As promised, this post is all about peperomia hope. I get a few questions on my plant whenever I share it on instagram, so thought it would be helpful to detail how I have been caring for my plant. This lovely cultivar is actually a hybrid between Peperomia deppeana + Peperomia quadrifolia. I actually have two of these plants — a larger one I’ve had quite a while now + a smaller one I got as a tiny cutting. I quite like to experiment with plants at different maturities to understand first-hand how they grow, what they like + what they don’t! I’ll share my findings here + hope you find this helpful if you keep peperomia plants too.
Having two plants is a great way to understand the lighting requirements of a pep hope — I often do this with multiple plants to find the most favourable growing conditions in my home for my plants. I have found through a bit of experimentation that a position close to a south or west facing window is the perfect spot. You don’t want the plant to be in direct light for too long, so around 1 metre away from the window has worked well for me in UK growing conditions. If the plant gets lots of bright light these lovely disc-like leaves can start to look pretty dull + washed-out in appearance so a bright position out of harsh, direct light is ideal. Bear in mind that these are the conditions that are personal to my current environment + are used as a guide for you to compare with your own home. It’s important to also remember that windows can be pretty different in size + if you live in a built up area, with other buildings close by, or if there are obstacles like trees outside, this all has an impact on the intensity of light.

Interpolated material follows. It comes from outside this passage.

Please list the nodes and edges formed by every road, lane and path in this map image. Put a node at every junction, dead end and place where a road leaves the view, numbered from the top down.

This is perhaps the most important point of all to get right — too much water is really detrimental to these plants + they will not be happy. Peperomia have quite small root systems in relation to their size + too much water can really affect the overall health of the plant, causing them to drop their leaves or get soggy, soft stems and rotten roots. Not what you want! So water well then leave until the top two inches of potting mix has dried out before watering again. Water at room temperature is good + a shower every once in a while will help keep things dust-free. When watering, be mindful of the leaves that touch the soil — if the plant is very dense you could alternate watering by placing the pot on a water-filled tray + allowing the plant to drink up what it needs, especially in winter. This was my plant getting a drink over the colder months:
This trailing peperomia copes really well in typical household conditions — 40-50% humidity is sufficient. It can handle higher humidity too, just be sure the leaves are not kept wet for prolonged periods or this can lead to rot. My plant is in my living room which averages around 65% humidity + it’s really thriving.

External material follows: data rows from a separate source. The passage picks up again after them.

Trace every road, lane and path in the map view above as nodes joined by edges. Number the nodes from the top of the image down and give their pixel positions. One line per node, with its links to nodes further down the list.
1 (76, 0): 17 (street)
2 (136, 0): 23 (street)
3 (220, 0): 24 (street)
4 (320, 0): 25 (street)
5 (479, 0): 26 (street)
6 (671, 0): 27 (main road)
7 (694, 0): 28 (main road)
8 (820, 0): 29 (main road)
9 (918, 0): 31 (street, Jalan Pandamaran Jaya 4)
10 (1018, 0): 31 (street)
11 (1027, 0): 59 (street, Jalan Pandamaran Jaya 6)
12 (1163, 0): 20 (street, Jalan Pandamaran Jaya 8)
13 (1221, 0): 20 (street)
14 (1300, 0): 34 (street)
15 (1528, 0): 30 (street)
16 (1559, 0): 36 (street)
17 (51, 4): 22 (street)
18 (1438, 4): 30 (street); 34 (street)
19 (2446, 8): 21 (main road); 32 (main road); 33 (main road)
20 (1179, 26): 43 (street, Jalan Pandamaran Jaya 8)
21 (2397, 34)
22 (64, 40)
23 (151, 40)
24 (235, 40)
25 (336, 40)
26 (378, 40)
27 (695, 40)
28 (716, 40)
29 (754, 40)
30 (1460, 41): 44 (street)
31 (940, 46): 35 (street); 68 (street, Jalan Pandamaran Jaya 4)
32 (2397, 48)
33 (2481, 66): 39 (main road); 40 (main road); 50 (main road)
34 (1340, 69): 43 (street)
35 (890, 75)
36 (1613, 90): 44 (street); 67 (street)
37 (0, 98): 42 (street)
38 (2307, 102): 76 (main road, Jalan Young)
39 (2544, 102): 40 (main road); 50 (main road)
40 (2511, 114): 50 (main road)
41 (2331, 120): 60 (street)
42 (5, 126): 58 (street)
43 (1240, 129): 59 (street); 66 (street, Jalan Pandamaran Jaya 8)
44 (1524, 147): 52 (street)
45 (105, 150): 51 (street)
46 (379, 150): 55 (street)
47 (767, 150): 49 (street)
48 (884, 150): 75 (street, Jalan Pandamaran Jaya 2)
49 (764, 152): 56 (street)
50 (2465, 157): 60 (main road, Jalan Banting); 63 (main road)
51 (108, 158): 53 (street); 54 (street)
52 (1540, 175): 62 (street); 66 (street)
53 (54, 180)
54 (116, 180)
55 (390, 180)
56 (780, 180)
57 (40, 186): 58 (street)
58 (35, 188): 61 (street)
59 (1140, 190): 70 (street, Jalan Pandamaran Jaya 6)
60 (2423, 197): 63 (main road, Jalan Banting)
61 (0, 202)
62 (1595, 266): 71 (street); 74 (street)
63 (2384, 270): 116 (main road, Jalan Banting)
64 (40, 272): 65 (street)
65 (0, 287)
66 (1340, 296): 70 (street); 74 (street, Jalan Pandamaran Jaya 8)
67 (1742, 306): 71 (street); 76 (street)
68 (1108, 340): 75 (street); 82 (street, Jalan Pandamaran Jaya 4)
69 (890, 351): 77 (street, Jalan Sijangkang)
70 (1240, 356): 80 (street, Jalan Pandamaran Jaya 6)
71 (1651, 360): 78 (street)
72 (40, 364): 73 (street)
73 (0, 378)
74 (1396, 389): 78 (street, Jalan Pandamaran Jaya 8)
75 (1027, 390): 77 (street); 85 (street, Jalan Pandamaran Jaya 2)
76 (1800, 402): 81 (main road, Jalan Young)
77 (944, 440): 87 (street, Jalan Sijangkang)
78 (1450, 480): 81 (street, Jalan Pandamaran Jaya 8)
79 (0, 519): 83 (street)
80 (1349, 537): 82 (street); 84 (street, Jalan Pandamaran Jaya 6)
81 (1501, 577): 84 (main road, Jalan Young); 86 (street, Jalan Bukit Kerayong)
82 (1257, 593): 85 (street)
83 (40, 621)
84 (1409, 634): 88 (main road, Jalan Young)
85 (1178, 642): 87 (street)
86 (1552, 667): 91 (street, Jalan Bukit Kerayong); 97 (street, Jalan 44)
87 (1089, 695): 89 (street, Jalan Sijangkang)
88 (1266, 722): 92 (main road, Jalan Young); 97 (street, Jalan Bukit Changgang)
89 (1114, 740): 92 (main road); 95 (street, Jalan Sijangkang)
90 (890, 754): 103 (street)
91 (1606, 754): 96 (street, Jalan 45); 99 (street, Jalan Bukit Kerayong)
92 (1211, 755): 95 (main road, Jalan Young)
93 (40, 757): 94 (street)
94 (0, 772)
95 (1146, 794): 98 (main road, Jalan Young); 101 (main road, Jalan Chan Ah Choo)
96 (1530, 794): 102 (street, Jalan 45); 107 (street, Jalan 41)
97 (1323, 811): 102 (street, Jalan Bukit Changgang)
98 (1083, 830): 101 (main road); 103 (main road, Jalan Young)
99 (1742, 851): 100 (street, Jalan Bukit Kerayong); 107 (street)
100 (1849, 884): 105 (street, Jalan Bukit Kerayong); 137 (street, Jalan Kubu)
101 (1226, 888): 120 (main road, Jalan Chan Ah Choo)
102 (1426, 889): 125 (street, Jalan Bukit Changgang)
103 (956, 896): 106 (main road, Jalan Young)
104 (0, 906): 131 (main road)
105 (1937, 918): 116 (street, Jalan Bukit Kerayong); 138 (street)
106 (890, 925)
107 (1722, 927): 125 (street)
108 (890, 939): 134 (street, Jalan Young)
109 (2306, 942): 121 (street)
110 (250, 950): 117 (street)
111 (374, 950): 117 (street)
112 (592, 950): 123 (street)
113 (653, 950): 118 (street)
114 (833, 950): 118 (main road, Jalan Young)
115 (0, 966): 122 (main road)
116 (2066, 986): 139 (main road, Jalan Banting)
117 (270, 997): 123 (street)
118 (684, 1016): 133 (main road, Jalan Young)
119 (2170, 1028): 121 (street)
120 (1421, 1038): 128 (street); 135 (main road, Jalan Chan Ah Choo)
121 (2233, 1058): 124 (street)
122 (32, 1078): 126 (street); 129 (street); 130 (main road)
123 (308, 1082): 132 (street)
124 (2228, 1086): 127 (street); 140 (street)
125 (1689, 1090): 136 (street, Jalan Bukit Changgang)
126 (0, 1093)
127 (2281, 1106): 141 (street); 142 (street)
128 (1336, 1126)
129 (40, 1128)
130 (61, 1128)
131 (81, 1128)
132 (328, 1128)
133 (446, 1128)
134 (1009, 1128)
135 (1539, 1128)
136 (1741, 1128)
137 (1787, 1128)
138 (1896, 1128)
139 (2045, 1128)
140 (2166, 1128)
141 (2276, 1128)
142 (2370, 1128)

Fertilising can help to keep your peperomia hope strong + healthy — once every two-four weeks is adequate using a balanced houseplant fertiliser at half the recommended dilution rate. It’s not a heavy feeder so don’t worry if you are a bit more relaxed about this! Only fertilise during the growing season, not in autumn or winter if you are in a very cold climate. Saying that, if you find your plants grow year-round, then more regular fertilising is fine. The easiest way to judge whether or not to feed is if your plant is actively growing.
If you keep your plant correctly watered + fed in average humidity, pests are unlikely to cause you much of a headache with this plant. If your pep is in excessively dry, or hot conditions or has been allowed to dry out too severely, mealy bugs could become something to look out for — white cotton-wool like clusters around the stems, or bugs hiding under the foliage. You can treat this issue with a q-tip soaked in rubbing alcohol, or a insecticidal soap mix. Make sure all the affected area is treated sufficiently + repeat if necessary.
If your plant is getting a little leggy, you can take cuttings to propagate — stem cuttings root relatively easily in water; I like to wait a few days after cutting to allow the stem to callus over before putting in water. Leaf cuttings are also possible but I have not tried this myself. In this case, it’s important to ensure the petiole is intact as this is where roots will develop — that’s the little stalk that joins the disc-like leaf to the main stem.Aside from watering, getting a good quality potting mix for your pep can make all the difference. A well-draining mix will help to keep the roots happy + provide much needed aeration. For my plant I use houseplant potting mix, with some added bark, perlite + horticultural grit mixed in. If your plant is in a mix that is very dense the roots are more likely to come under stress from any adverse treatment such as overwatering.
Since having both plants nearly two years, I’ve only repotted my larger plant once + the smaller one about three times. With younger plants, a few small jumps in pot size is better than a big leap. Pep’s really only need repotting when the roots are circling the pots. growing out of the drainage holes, or are drying out very quickly.
As you might imagine with their long stems, these aren’t the easiest houseplants to re-pot! The best way I have found to do this is over the end of a table, trailing the stems down so that they don’t get knocked. Prepare your new pot on the table with a few inches of fresh potting mix at the base. Lift your peperomia out of the pot, loosening the roots + shaking off any old potting mix. Then move the old pot away, bringing the new prepped pot underneath the plant. Position + push into the pot, making sure to not damage the stems when doing so. Fill in the gaps around the sides of the pot until full. As it’s best to only go up one pot size at a time, this should not be problematic.